The original goal of the group had been to compile an improved mathematical analysis text; it was soon decided that a more comprehensive treatment of all of mathematics was necessary. There was no official status of membership, and at the time the group was quite secretive and also fond of supplying disinformation. Regular meetings were scheduled, during which the whole group would discuss vigorously every proposed line of every book. Members had to resign by age 50.
"Bourbaki" is the name of a French general who was defeated in the Franco-Prussian War; the name was adopted by the group as a reference to a student anecdote about a hoax mathematical lecture, and also possibly to a statue.
The Bourbaki point of view, as non-neutral
It is fairly clear that the Bourbaki point of view, while 'encyclopedic', was never intended as 'neutral'. Quite the opposite, really: more a question of trying to make a consistent whole out of some enthusiasms, for example for Hilbert's legacy of formalism and axiomatics. But always through a transforming process of reception.
Conspicuous in the list of areas where Bourbaki is not a neutral:
algorithmic content is not considered on-topic and is almost completely omitted
problem solving is considered secondary to axiomatics
analysis is treated 'softly', without 'hard' estimates
measure theory is coerced towards Radon measures
combinatorial structure is deemed non-structural
logic is treated minimally (Zorn's lemma to suffice)
And (cela va sans dire) no pictures.
Mathematicians have always preferred folk-history and anecdotes. Bourbaki's history of mathematics suffers not from lack of scholarship - but from the attitude that history should be written by the victors in the struggle to attain axiomatic clarity.
Dieudonné as speaker for Bourbaki
Public discussion of, and justification for, Bourbaki's thoughts has in general been through Jean Dieudonné, who initially was the 'scribe' of the group, writing under his own name. In a survey of le choix bourbachique written in 1977, he didn't shy away from a hierarchical development of the 'important' mathematics of the time.
He also wrote extensive books: on analysis, perhaps in belated fulfilment of the original project or pretext; and also on other topics mostly connected with algebraic geometry. While Dieudonné could reasonably speak on Bourbaki's encyclopedic tendency, and tradition (after innumerable frank tais-toi Dieudonné! remarks at the meetings), it may be doubted whether all others agreed with him about mathematical writing and research.

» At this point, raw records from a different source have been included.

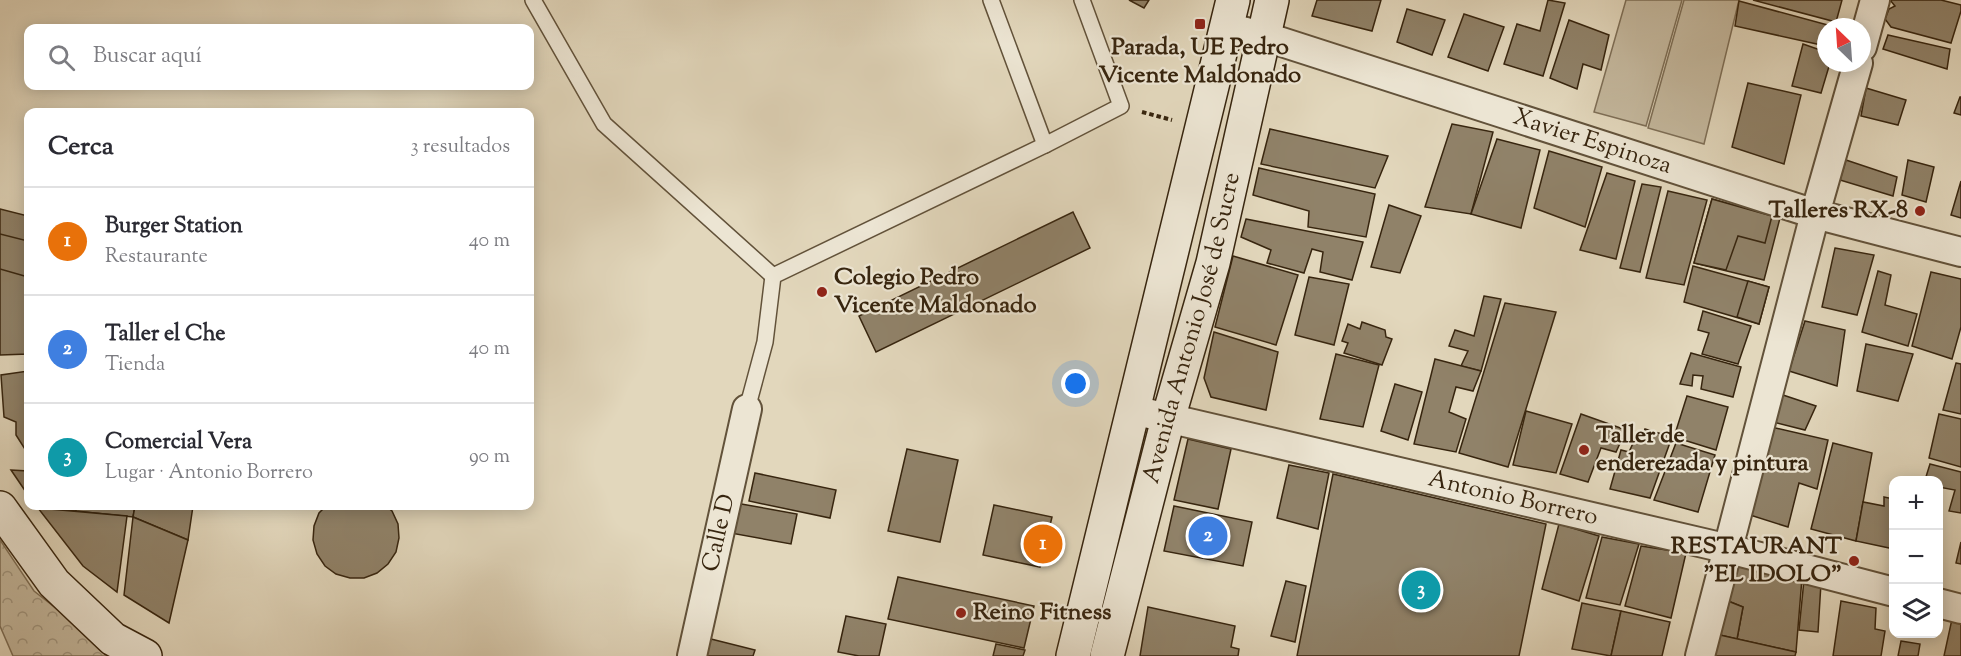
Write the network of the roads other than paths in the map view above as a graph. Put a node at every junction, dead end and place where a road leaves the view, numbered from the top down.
1 (533, 0) edge
2 (992, 0) edge
3 (1082, 0) edge
4 (1272, 0) edge
5 (1875, 0) edge
6 (1229, 14) edge
7 (1870, 18) edge
8 (1263, 36) junction
9 (1855, 72) edge
10 (1045, 145) junction
11 (1815, 214) junction
12 (1961, 252) edge
13 (773, 276) junction
14 (747, 409) joint
15 (1132, 410) junction
16 (1168, 418) junction
17 (0, 508) edge
18 (1729, 549) junction
19 (1889, 591) edge
20 (1943, 604) edge
21 (1961, 609) edge
22 (145, 656) edge
23 (692, 656) edge
24 (1073, 656) edge
25 (1107, 656) edge
26 (1700, 656) edge

1 - 13 lane
2 - 10 lane
3 - 10 lane
4 - 8 main road, Avenida Antonio José de Sucre
5 - 7 street
6 - 8 street, Xavier Espinoza
6 - 15 main road, Avenida Antonio José de Sucre
8 - 11 street, Xavier Espinoza
8 - 16 main road, Avenida Antonio José de Sucre
9 - 11 street
10 - 13 lane
11 - 12 street, Xavier Espinoza
11 - 18 street
13 - 14 lane
14 - 23 street, Calle D
15 - 16 street, Antonio Borrero
15 - 24 main road, Avenida Antonio José de Sucre
16 - 18 street, Antonio Borrero
16 - 25 main road, Avenida Antonio José de Sucre
17 - 22 main road
18 - 19 street, Antonio Borrero
18 - 26 street
20 - 21 street

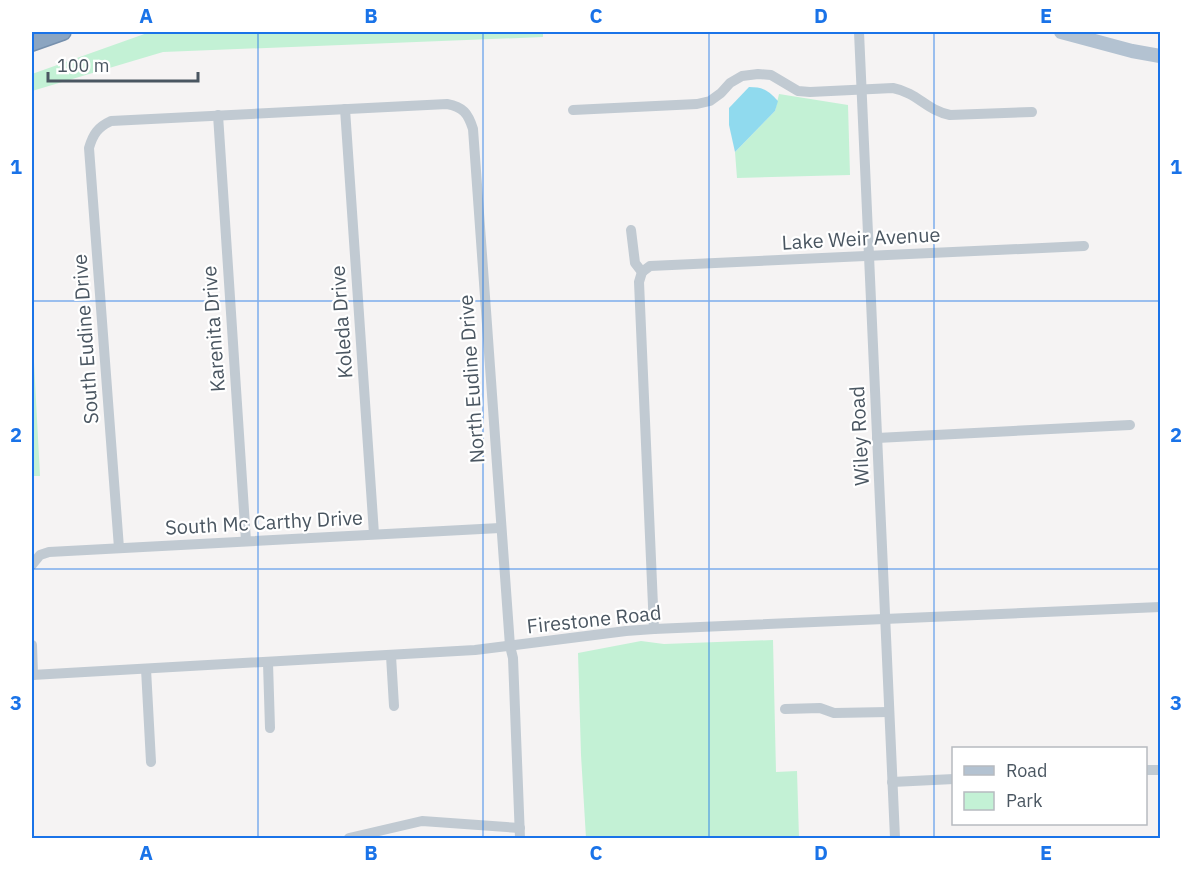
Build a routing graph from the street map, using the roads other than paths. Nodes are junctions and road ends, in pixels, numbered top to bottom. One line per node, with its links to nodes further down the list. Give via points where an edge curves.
1 (63, 32): 5 (highway)
2 (860, 32): 7 (street, Wiley Road)
3 (1061, 32): 4 (main road)
4 (1104, 37): 6 (main road)
5 (32, 43)
6 (1161, 56)
7 (861, 89): 9 (street, via 798,91 771,75 758,74 742,76 710,100 697,104); 10 (street, via 905,90 938,112 950,115); 14 (street, Wiley Road)
8 (345, 109): 11 (street); 18 (street, North Eudine Drive, via 447,104 457,106 470,118); 19 (street, Koleda Drive)
9 (573, 110)
10 (1032, 112)
11 (218, 115): 20 (street, Karenita Drive); 21 (street, South Eudine Drive, via 111,121 97,129 89,148)
12 (631, 230): 15 (street, via 635,263)
13 (1084, 246): 14 (street, Lake Weir Avenue)
14 (870, 255): 15 (street, Lake Weir Avenue, via 650,266); 17 (street, Wiley Road)
15 (642, 272): 25 (street, via 639,282)
16 (1130, 425): 17 (street)
17 (877, 438): 24 (street, Wiley Road)
18 (500, 528): 19 (street, South Mc Carthy Drive); 27 (street, North Eudine Drive)
19 (374, 534): 20 (street, South Mc Carthy Drive)
20 (246, 541): 21 (street, South Mc Carthy Drive)
21 (118, 548): 22 (street, South Mc Carthy Drive, via 49,552)
22 (32, 564)
23 (1161, 607): 24 (street, Firestone Road)
24 (886, 619): 25 (street, Firestone Road); 34 (street, Wiley Road)
25 (654, 629): 27 (street, Firestone Road)
26 (32, 645): 31 (street)
27 (510, 646): 28 (street, Firestone Road); 39 (street, North Eudine Drive)
28 (391, 656): 29 (street, Firestone Road); 32 (street)
29 (268, 663): 30 (street, Firestone Road); 35 (street)
30 (146, 669): 31 (street, Firestone Road); 36 (street)
31 (32, 675)
32 (394, 706)
33 (785, 709): 34 (street)
34 (889, 712): 38 (street, Wiley Road)
35 (270, 728)
36 (151, 762)
37 (952, 779): 38 (street)
38 (892, 782): 41 (street, Wiley Road)
39 (520, 833): 40 (street, via 422,821)
40 (349, 838)
41 (894, 838)

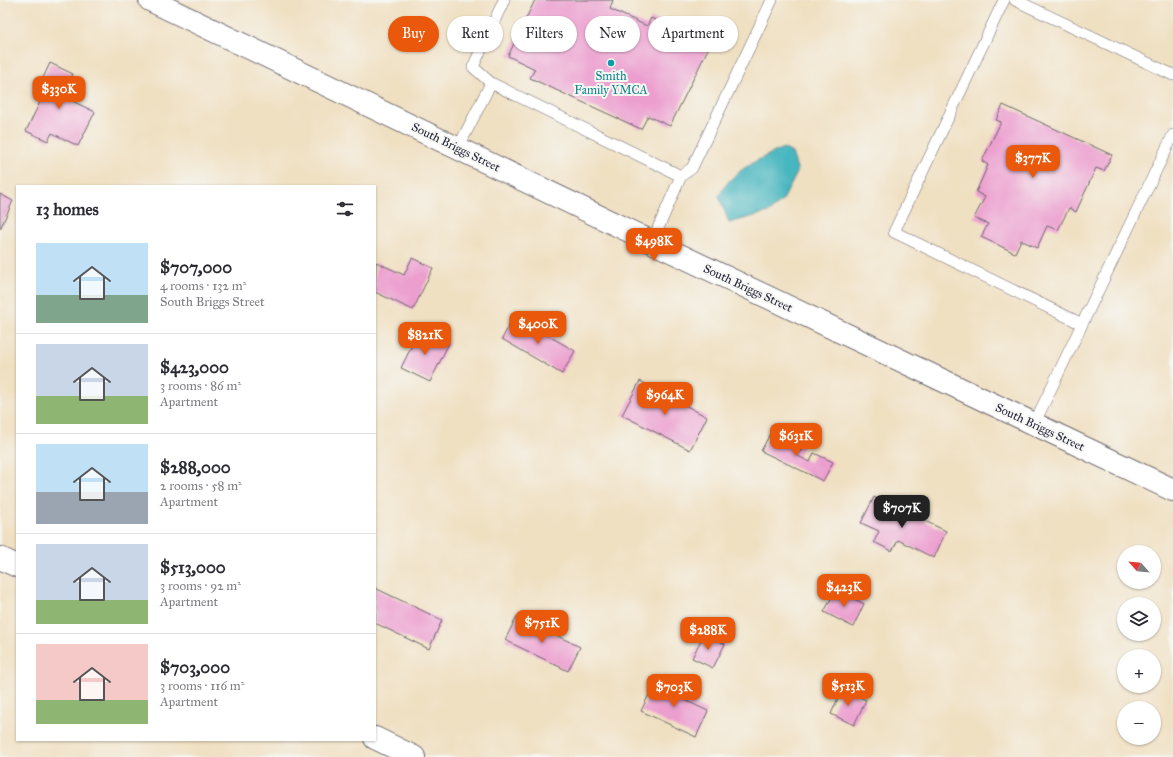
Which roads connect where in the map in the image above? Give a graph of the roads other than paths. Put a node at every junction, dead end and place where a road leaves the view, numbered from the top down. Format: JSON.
{"nodes":[{"id":1,"x":150,"y":0,"type":"edge"},
{"id":2,"x":504,"y":0,"type":"edge"},
{"id":3,"x":772,"y":0,"type":"edge"},
{"id":4,"x":1004,"y":0,"type":"edge"},
{"id":5,"x":1015,"y":0,"type":"edge"},
{"id":6,"x":1173,"y":75,"type":"edge"},
{"id":7,"x":490,"y":83,"type":"junction"},
{"id":8,"x":1173,"y":135,"type":"edge"},
{"id":9,"x":458,"y":148,"type":"junction"},
{"id":10,"x":681,"y":176,"type":"junction"},
{"id":11,"x":652,"y":242,"type":"junction"},
{"id":12,"x":1082,"y":324,"type":"junction"},
{"id":13,"x":1034,"y":424,"type":"junction"},
{"id":14,"x":1173,"y":490,"type":"edge"},
{"id":15,"x":0,"y":558,"type":"edge"},
{"id":16,"x":16,"y":566,"type":"edge"},
{"id":17,"x":376,"y":738,"type":"edge"},
{"id":18,"x":414,"y":757,"type":"edge"}],
"edges":[{"from":1,"to":9,"type":"street","name":"South Briggs Street"},
{"from":2,"to":7,"type":"lane"},
{"from":3,"to":10,"type":"lane"},
{"from":4,"to":12,"type":"lane"},
{"from":5,"to":6,"type":"lane"},
{"from":7,"to":9,"type":"lane"},
{"from":7,"to":10,"type":"lane"},
{"from":8,"to":12,"type":"lane"},
{"from":9,"to":11,"type":"street","name":"South Briggs Street"},
{"from":10,"to":11,"type":"lane"},
{"from":11,"to":13,"type":"street","name":"South Briggs Street"},
{"from":12,"to":13,"type":"lane"},
{"from":13,"to":14,"type":"street","name":"South Briggs Street"},
{"from":15,"to":16,"type":"street"},
{"from":17,"to":18,"type":"street"}]}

Dieudonné stated the view that most workers in mathematics were doing ground-clearing work, in order that a future Riemann could find the way ahead intuitively open.
The Bourbakiste influence
In the end the manifesto of Bourbaki has had an influence, particularly on graduate education in pure mathematics. This effect can be read in detail in parts of this site.
The New Maths project of early maths teaching cannot simply be equated with that influence, though. The use for example of Venn diagrams goes back to the pedagogy of the nineteenth century. The furore involved can now be seen as a demarcation dispute along the calculus/discrete maths boundary.
The 'leading role' of Bourbaki, speaking internationally rather than just in terms of France, may have transferred to the programme of the Bonn Arbeitstagung, already by the early 1960s.